»»

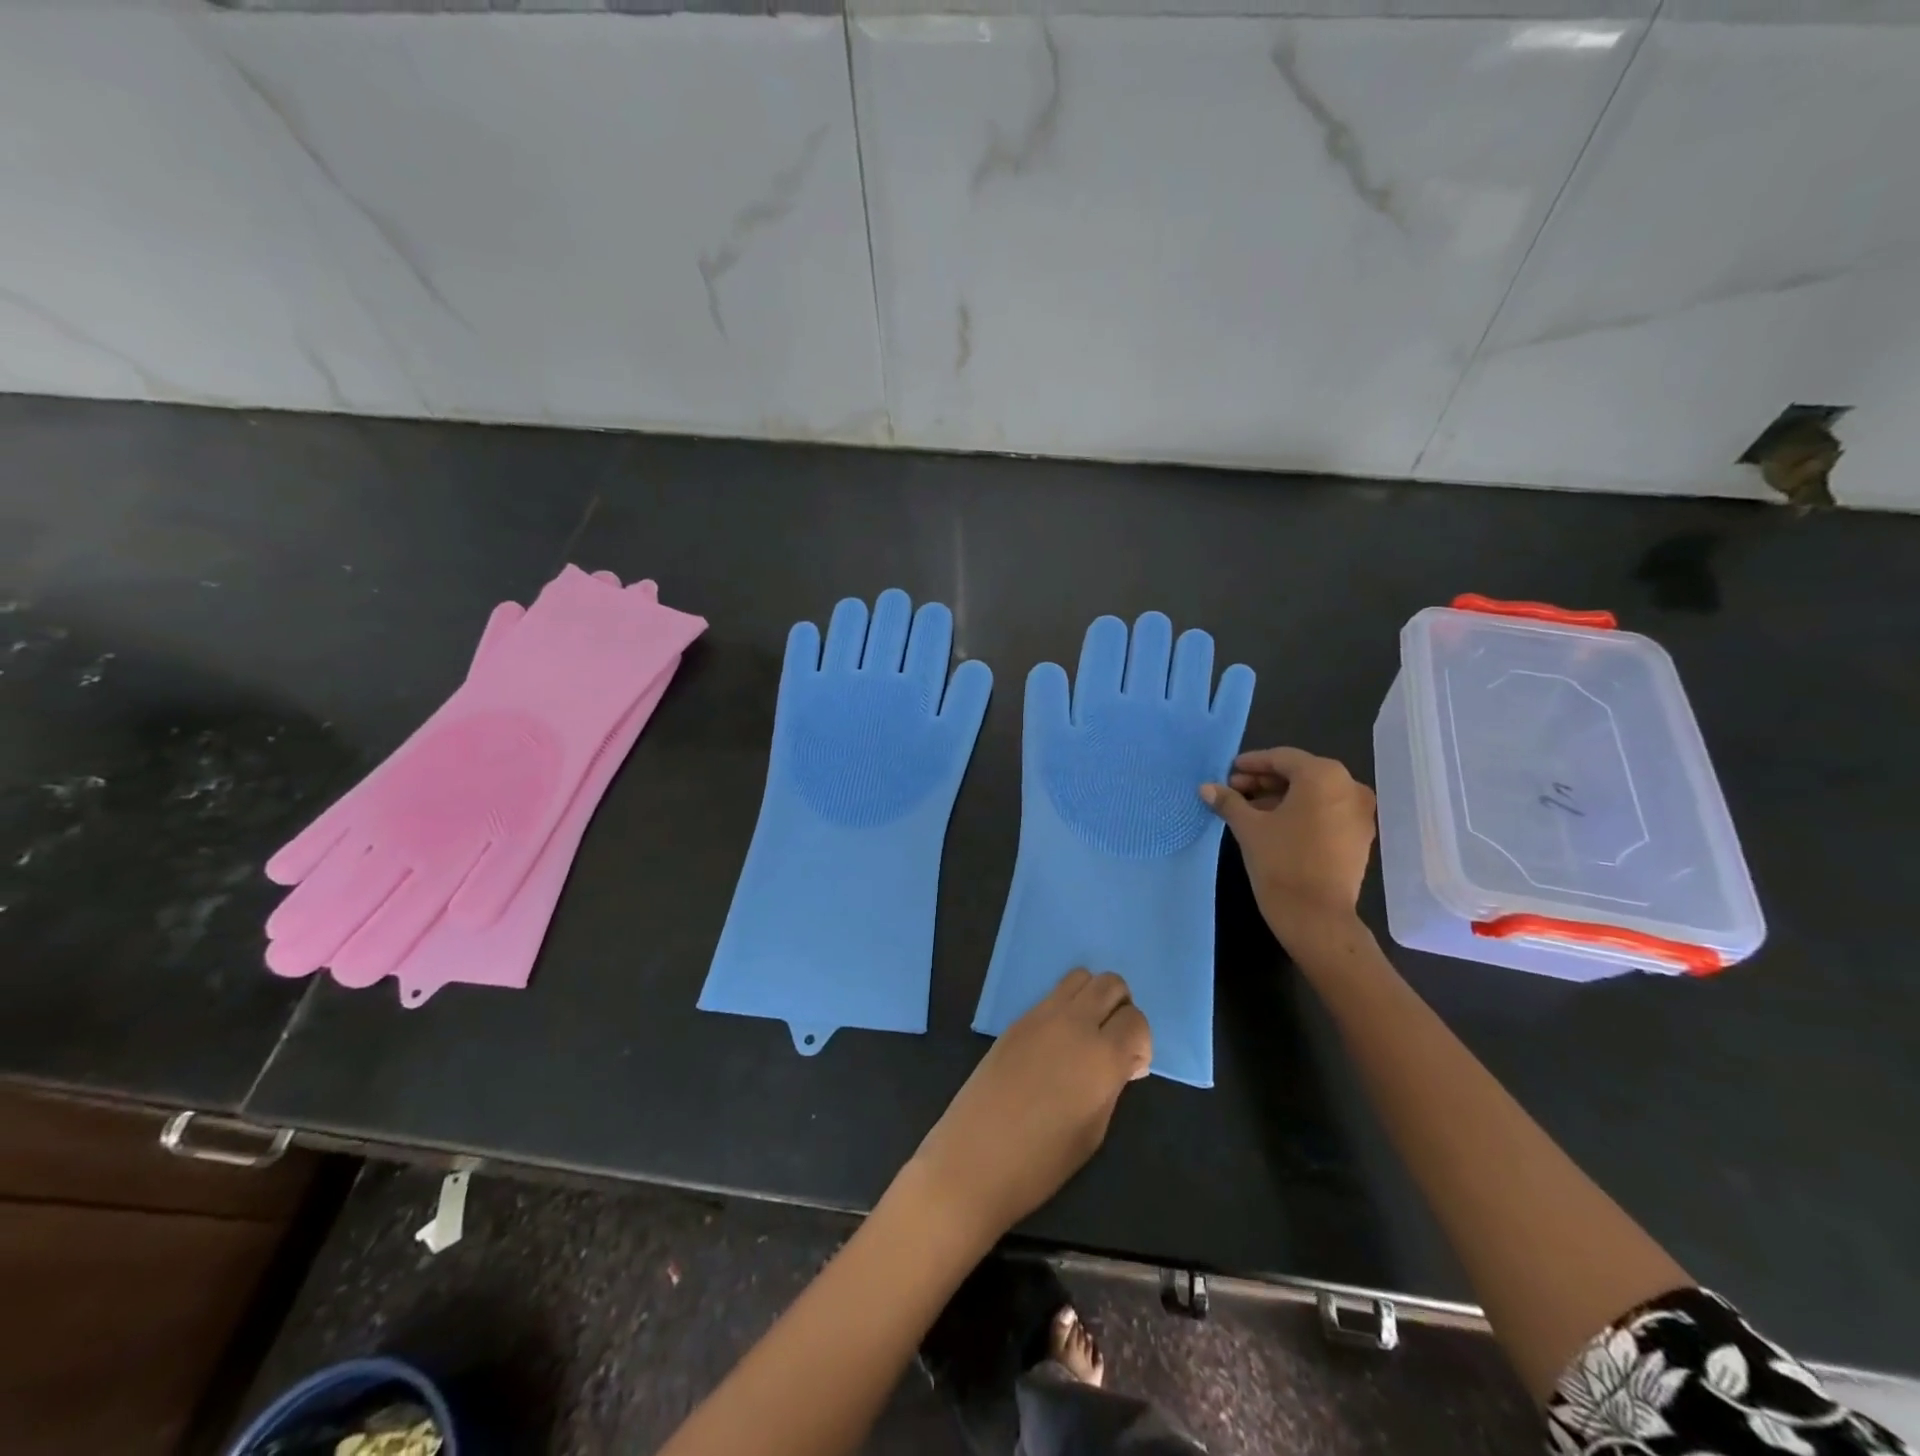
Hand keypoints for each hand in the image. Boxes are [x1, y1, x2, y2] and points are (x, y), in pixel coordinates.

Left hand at [910, 969, 1151, 1242]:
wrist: (974, 1158)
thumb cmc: (1041, 1161)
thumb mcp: (1094, 1130)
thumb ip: (1112, 1084)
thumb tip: (1122, 1062)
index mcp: (1101, 1055)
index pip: (1137, 1020)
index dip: (1141, 1043)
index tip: (1130, 1070)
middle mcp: (1074, 1023)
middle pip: (1111, 984)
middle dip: (1121, 1008)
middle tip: (1114, 1044)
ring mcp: (1041, 1016)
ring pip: (1080, 978)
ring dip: (1093, 998)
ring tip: (1086, 1037)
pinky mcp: (1017, 1020)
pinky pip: (1053, 996)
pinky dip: (1067, 1008)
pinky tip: (1057, 1045)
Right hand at [1201, 747, 1376, 947]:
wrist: (1317, 917)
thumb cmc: (1281, 862)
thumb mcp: (1248, 827)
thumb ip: (1228, 802)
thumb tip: (1206, 788)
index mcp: (1323, 776)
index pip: (1282, 758)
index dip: (1252, 763)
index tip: (1228, 772)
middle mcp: (1349, 787)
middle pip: (1300, 773)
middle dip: (1265, 781)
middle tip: (1234, 791)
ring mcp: (1360, 813)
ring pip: (1314, 793)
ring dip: (1282, 797)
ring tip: (1250, 810)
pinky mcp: (1360, 836)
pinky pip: (1327, 811)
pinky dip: (1301, 812)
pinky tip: (1275, 825)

««

> Work request
Reply with an exact copy of the lines running from the one containing "ring pip: (1314, 793)" through the end of the entries above, both ends included.

> Written reply
ring pip: (1314, 793)
ring dip: (1282, 797)
ring tip: (1250, 810)
pinky mcp: (1360, 836)
pinky pip: (1327, 811)
pinky dip: (1301, 812)
pinky tip: (1275, 825)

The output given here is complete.